Learning from #Syllabus
What have we learned from the #Syllabus phenomenon?
The syllabus is the manifesto of 21st century.
Political struggles against structural discrimination, oppression, and violence in the
present are continuing the legacy of critical pedagogies of earlier social movements
that coupled the process of political subjectivation with that of collective education.
By creating effective pedagogical tools, movements have brought educators and students into the fold of their struggles. In the context of our new network environment,
political struggles have produced a new media object: #Syllabus, a crowdsourced list
of resources—historic and present—relevant to a cause. By doing so, these struggles
adapt, resist, and live in and against the networks dominated by techno-capital, with
all of the difficulties and contradictions that entails.
What have we learned from the academic syllabus migrating online?
In the contemporary university, critical pedagogy is clashing head-on with the digitization of higher education. Education that should empower and research that should
emancipate are increasingly left out in the cold due to the data-driven marketization
of academia, short-cutting the goals of teaching and research to satisfy the fluctuating demands of labor market and financial speculation.

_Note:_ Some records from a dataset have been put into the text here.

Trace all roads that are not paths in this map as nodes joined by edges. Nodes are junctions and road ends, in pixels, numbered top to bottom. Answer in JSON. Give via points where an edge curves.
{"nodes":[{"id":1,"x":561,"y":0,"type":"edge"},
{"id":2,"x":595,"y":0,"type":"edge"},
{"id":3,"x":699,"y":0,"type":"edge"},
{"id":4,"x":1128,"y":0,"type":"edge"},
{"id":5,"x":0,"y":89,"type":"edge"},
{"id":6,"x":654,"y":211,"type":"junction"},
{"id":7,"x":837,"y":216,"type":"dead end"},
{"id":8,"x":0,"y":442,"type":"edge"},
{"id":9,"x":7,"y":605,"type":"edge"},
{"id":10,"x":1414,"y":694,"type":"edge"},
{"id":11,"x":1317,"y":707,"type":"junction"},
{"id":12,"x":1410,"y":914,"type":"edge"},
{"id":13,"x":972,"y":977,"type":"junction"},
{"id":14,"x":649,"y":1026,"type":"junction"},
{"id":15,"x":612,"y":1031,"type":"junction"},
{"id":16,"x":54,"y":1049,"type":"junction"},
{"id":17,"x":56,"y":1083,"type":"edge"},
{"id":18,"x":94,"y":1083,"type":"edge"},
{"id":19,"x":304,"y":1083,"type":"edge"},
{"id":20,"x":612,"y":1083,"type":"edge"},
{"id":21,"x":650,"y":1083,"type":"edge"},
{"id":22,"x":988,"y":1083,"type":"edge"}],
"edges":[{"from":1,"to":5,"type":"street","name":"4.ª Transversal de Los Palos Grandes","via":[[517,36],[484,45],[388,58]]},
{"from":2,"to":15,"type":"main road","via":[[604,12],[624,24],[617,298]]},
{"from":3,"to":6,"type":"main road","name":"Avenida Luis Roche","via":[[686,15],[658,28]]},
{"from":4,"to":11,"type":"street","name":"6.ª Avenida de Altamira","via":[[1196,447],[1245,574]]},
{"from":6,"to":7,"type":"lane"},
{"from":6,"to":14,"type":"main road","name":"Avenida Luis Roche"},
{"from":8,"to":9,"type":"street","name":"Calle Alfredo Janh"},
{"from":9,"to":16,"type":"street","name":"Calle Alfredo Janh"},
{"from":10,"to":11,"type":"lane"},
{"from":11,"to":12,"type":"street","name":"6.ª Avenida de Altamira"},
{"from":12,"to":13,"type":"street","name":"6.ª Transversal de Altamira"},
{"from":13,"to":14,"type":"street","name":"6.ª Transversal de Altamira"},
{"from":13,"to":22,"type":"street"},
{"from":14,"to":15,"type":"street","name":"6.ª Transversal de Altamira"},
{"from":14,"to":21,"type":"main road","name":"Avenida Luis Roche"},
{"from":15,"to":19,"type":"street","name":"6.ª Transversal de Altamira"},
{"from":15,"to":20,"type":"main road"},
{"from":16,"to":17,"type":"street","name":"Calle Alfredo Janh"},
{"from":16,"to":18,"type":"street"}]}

Resistance against the capture of data, research workflows, and scholarship by means of digitization is a key
struggle for the future of mass intellectuality beyond exclusions of class, disability,
gender, and race.
What have we learned from #Syllabus as a media object?
As old formats transform into new media objects, the digital network environment defines the conditions in which these new media objects try to adjust, resist, and live. A
right intuition can intervene and change the landscape—not necessarily for the good,
particularly if the imperatives of capital accumulation and social control prevail. We
thus need to re-appropriate the process of production and distribution of #Syllabus
as a media object in its totality. We need to build tools to collectively control the workflows that are becoming the infrastructures on top of which we collaboratively produce
knowledge that is vital for us to adjust, resist, and live. In order to successfully intervene in the world, every aspect of production and distribution of these new media objects becomes relevant. Every single aspect counts. The order of items in a list counts.
The timestamp of every version of the list counts. The name of every contributor to

29 Randy Martin, Financialization Of Daily Life, Philadelphia: Temple University Press, 2002.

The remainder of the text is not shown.